*** Listed entries ***

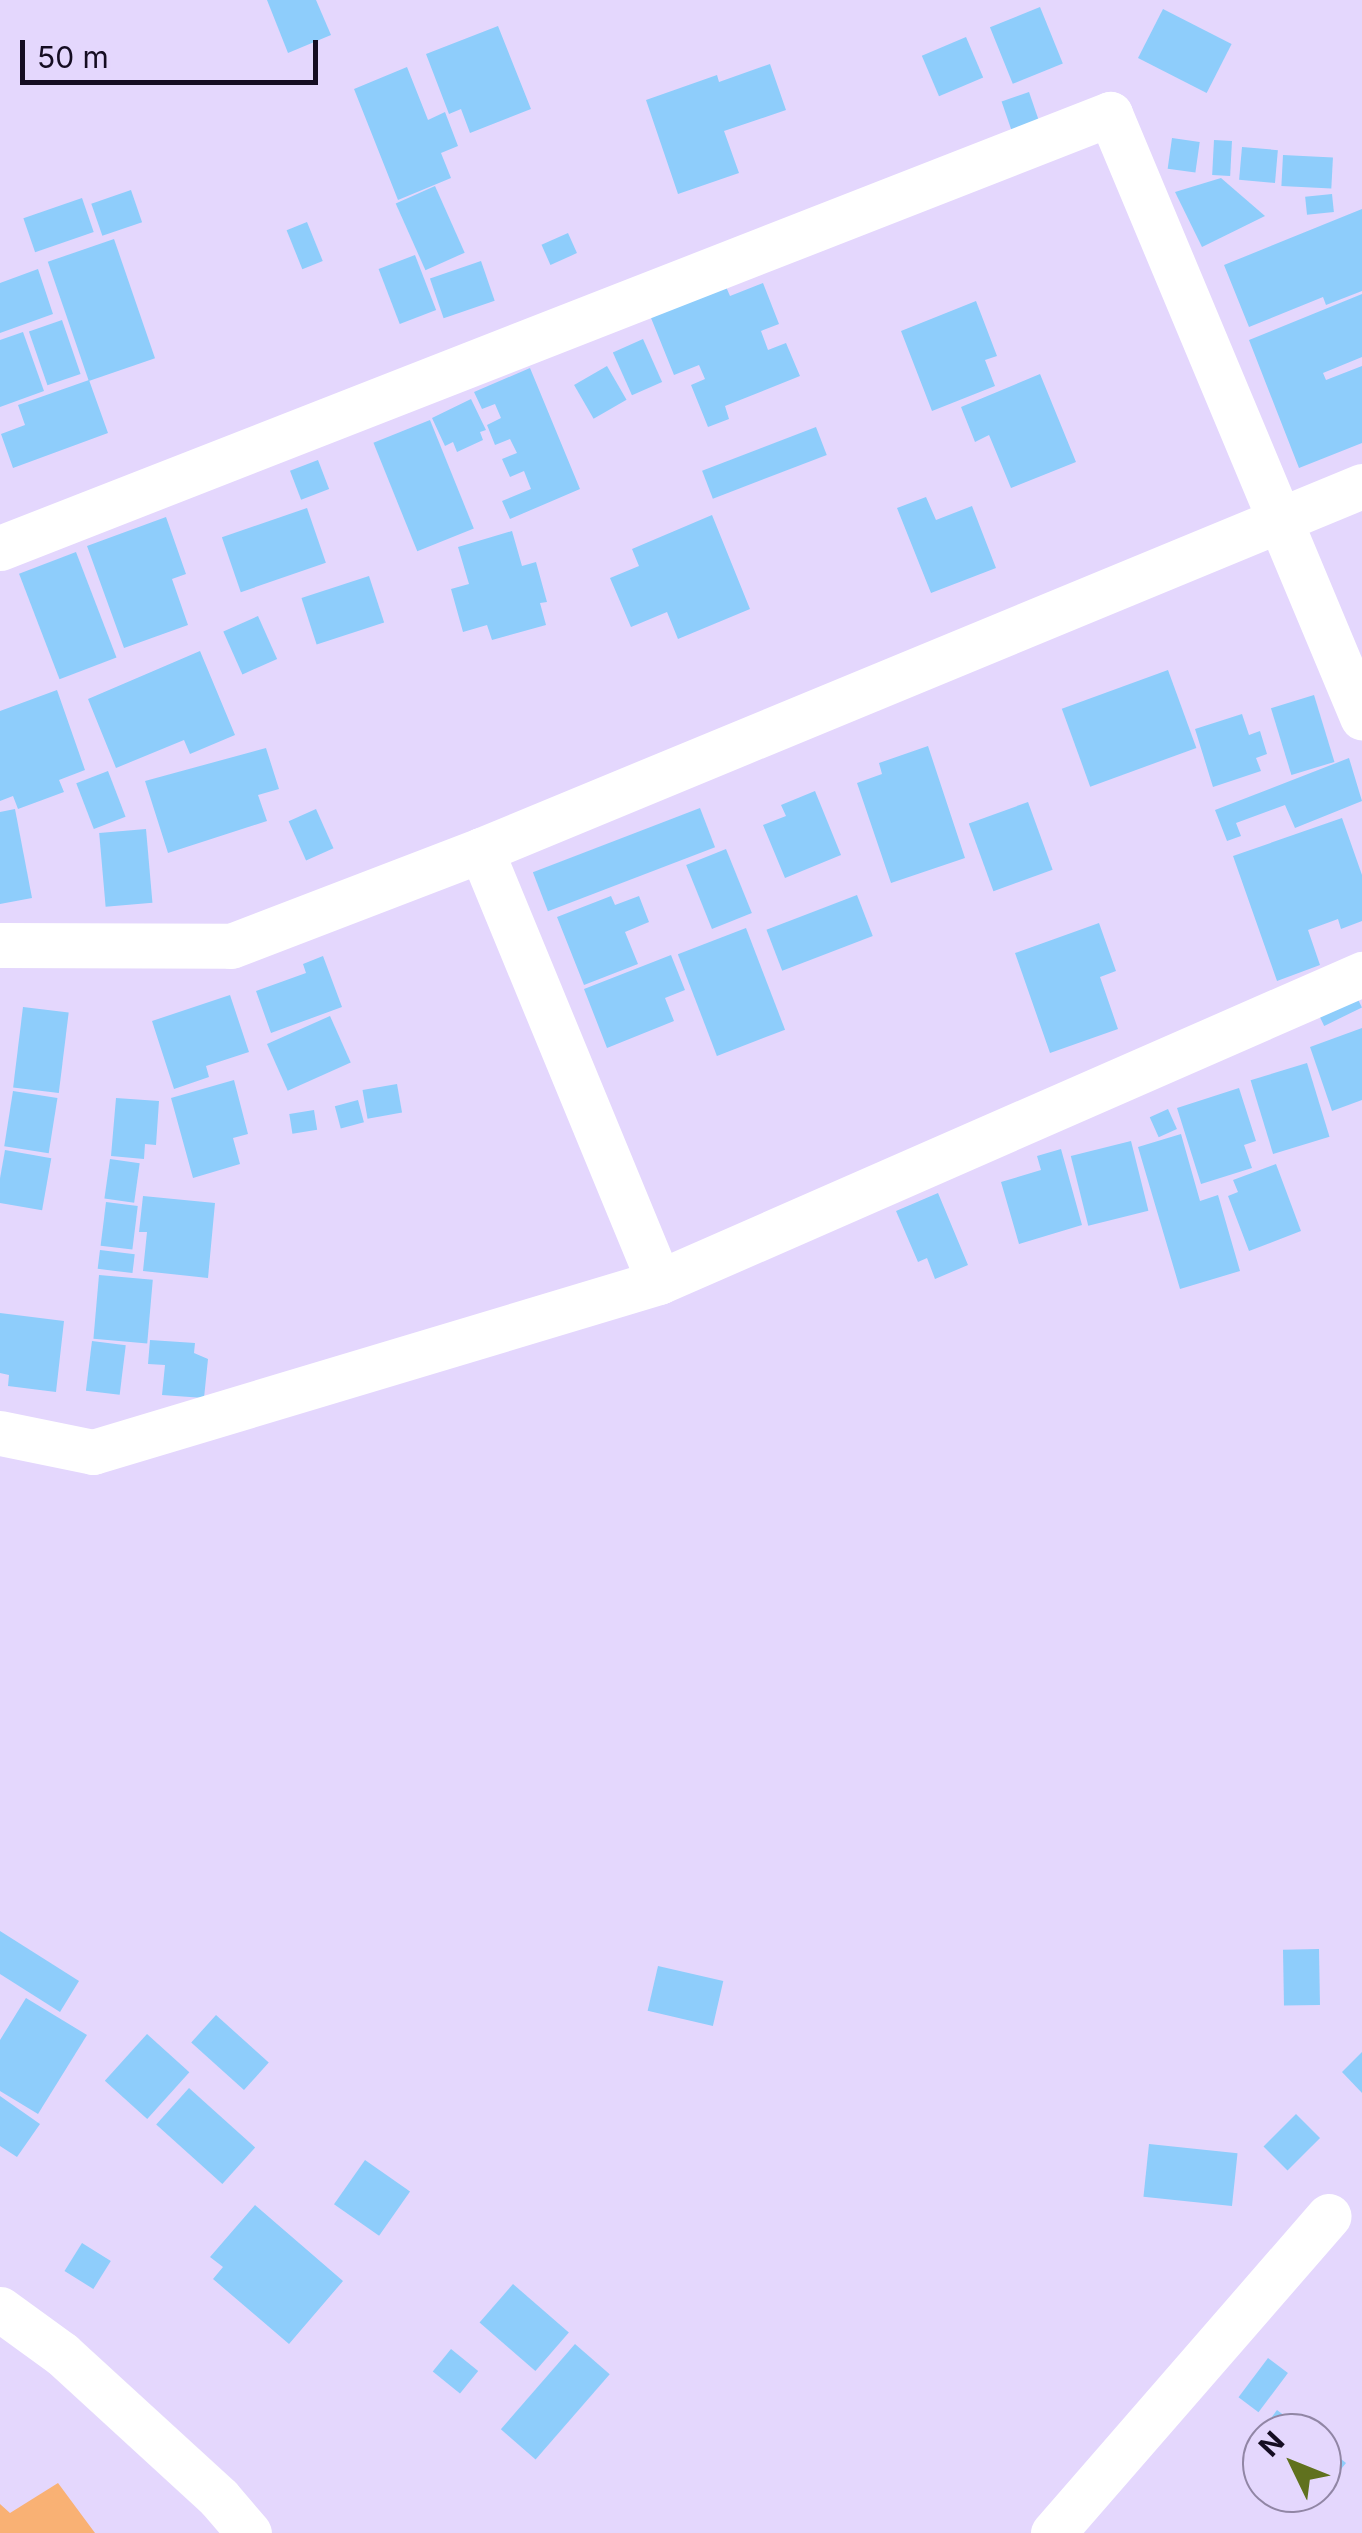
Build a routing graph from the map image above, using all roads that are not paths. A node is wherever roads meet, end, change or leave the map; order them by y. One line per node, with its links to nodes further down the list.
1 (1362, 486): 2 (street)
2 (1280, 521): 3 (street); 4 (street); 5 (street)
3 (0, 548)
4 (1362, 718)
5 (481, 850): 6 (street); 8 (street)
6 (0, 945)
7 (1362, 974): 8 (street)
8 (659, 1282): 9 (street)
9 (0, 1433)
10 (1329, 2216): 13 (street)
11 (0, 2310): 12 (street)
12 (248, 2533)
13 (1054, 2533)

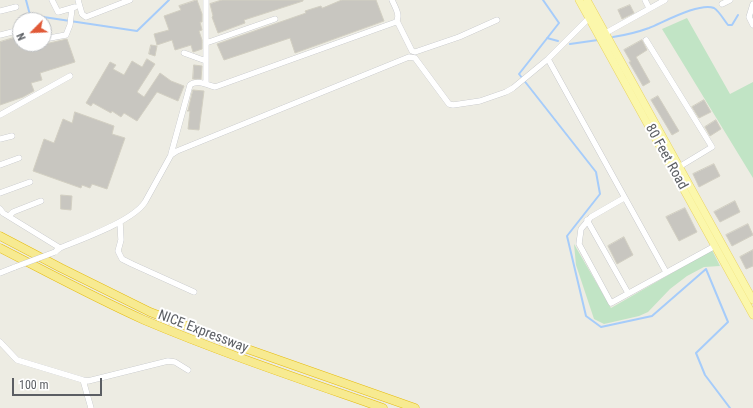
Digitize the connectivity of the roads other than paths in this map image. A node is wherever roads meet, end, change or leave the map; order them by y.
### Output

***

# [Problem requirements]
Produce the data again character for character, with the images left out.

# [Solution to this exercise]
Build a routing graph from the map image above, using all roads that are not paths. A node is wherever roads meet, end, change or leave the map; order them by y. One line per node, with its links to nodes further down the list.
1 (1362, 486): 2 (street)
2 (1280, 521): 3 (street); 4 (street); 5 (street)
3 (0, 548)
4 (1362, 718)
5 (481, 850): 6 (street); 8 (street)
6 (0, 945)
7 (1362, 974): 8 (street)
8 (659, 1282): 9 (street)
9 (0, 1433)
10 (1329, 2216): 13 (street)
11 (0, 2310): 12 (street)
12 (248, 2533)
13 (1054, 2533)

Digitize the connectivity of the roads other than paths in this map image. A node is wherever roads meet, end, change or leave the map; order them by y.
### Output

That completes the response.